Le Laboratoire a identifié deux molécules de structure chimique très simple, l’isoCA-4 [1] qui est un isomère stable de la molécule naturelle et l’isoérianine [2] qui présentent les mêmes propriétés biologiques que celles de la CA-4 sans risque d’isomérisation. Nous avons démontré chez la souris sur un modèle de xénogreffe de cellules humaines cancéreuses de colon, que ces deux composés détruisent sélectivement la néo-vascularisation tumorale, ce qui entraîne une asphyxie massive des cellules cancéreuses et in fine une importante nécrose tumorale.

Très récemment, nos derniers résultats ont montré tout l’intérêt d’optimiser la structure chimique de l’isoCA-4 en remplaçant l’un de ses noyaux aromatiques (le cycle 3,4,5-triméthoxyphényle ou cycle A) suspecté d’être responsable des effets cardiotoxiques, par un noyau hétérocyclique convenablement choisi. Cette modification va à l’encontre des données publiées dans la littérature concernant l’absolue présence du cycle A pour conserver une activité antitumorale. Les premiers résultats biologiques, brisant ce dogme, sont extrêmement encourageants et ont justifié un récent dépôt de brevet [3] puisque deux molécules montrent des propriétés in vitro exceptionnelles plus puissantes que celles obtenues avec la CA-4, l’isoCA-4 et l’isoérianine. Ces résultats préliminaires [4] nous engagent maintenant dans une stratégie « hit to lead » en s’assurant de l’innocuité de ces molécules de troisième génération vis-à-vis des canaux calciques des cellules cardiaques pour espérer de moindres effets secondaires au niveau du muscle cardiaque.

Cette nouvelle démarche nous impose désormais :
- De trouver un financement de thèse ou de stage post-doctoral (Ecole doctorale 425, Innovation thérapeutique : du fondamentale à l’appliqué, Ligue contre le Cancer, Association pour la Recherche sur le Cancer ARC,…) pour trouver la ou les molécule(s) tête de série au travers de relation structure-activité,
- De rechercher des partenaires et des moyens qui nous permettront de confirmer les premiers résultats in vitro au travers d’études in vivo qui démontreront le caractère antivasculaire des meilleurs composés sur des modèles animaux de xénogreffes de lignées cancéreuses humaines.

L’étude de cardiotoxicité devra par ailleurs être effectuée in vitro et in vivo pour valider notre hypothèse initiale de moindre cardiotoxicité en l’absence de cycle A suspecté par la communauté scientifique d’être à l’origine d’effets indésirables importants voire mortels.

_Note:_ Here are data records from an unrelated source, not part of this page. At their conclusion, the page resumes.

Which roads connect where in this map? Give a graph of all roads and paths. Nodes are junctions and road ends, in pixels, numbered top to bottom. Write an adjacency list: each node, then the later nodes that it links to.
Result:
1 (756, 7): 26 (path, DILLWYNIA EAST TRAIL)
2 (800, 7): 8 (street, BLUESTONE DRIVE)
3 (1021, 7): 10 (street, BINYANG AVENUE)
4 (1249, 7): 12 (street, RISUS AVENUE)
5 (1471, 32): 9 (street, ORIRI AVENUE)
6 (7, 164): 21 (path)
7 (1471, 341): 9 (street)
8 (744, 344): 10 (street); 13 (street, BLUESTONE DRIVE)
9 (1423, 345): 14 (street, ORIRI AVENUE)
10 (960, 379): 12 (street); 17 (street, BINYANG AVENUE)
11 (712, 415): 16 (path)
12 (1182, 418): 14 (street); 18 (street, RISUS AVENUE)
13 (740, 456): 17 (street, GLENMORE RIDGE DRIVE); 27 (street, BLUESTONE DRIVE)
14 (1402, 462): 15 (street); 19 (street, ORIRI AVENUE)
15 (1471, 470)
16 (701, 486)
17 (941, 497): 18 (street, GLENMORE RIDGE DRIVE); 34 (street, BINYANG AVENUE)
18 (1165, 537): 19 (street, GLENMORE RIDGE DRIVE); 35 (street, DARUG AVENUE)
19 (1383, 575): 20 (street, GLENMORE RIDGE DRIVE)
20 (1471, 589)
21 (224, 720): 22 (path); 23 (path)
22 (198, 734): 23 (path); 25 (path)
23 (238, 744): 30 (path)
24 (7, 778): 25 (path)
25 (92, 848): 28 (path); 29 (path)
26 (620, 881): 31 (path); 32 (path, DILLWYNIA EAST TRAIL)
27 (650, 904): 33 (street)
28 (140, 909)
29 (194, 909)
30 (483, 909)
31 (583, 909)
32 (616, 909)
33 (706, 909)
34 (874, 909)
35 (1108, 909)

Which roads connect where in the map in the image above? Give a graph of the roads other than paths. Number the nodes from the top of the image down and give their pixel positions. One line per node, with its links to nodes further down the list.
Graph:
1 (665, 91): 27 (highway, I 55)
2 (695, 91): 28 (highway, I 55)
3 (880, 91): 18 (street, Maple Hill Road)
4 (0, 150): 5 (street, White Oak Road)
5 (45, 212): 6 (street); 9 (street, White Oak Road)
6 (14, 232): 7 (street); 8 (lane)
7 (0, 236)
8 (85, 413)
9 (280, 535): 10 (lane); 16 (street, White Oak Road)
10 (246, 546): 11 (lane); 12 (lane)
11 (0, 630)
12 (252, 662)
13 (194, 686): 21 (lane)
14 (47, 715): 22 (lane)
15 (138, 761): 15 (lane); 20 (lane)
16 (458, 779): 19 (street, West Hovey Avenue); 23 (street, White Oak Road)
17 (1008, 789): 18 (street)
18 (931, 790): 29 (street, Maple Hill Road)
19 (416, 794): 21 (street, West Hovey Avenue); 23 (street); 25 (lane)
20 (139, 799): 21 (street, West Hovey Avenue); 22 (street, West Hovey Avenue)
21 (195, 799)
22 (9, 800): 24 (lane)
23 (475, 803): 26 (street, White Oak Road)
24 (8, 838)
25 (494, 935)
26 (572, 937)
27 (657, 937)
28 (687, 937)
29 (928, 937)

Par ailleurs, de telles molécules extrêmement cytotoxiques (désormais de l’ordre du picomolaire) vis-à-vis de lignées cancéreuses humaines intéressent plusieurs sociétés de biotechnologie (dont certaines déjà en contact avec France Innovation Scientifique et Transfert (FIST) et notre laboratoire) en vue d’un ciblage actif des molécules vers la tumeur, dont le rationnel reste confidentiel.


[1(a) Brevet-CNRS-UPS, FR 0754280, 4 avril 2007 ; étendu à l’international PCT N° EP2008/054118 du 4 avril 2008 (WO 2008122620). (b) J. Med. Chem. 2009, 52, 4538-4542. (c) ChemMedChem. 2009, 4, 1912-1924.

[2(a) Brevet-CNRS-UPS N° FR 08/53694 ; déposé le 4 juin 2008 (WO 2009/147217 A1). (b) ChemMedChem. 2011, 6, 488-497.

[3Brevet Français 1453142, 09 Avril 2014.

[4Les structures chimiques ne sont pas dévoilées pour des raisons de confidentialité.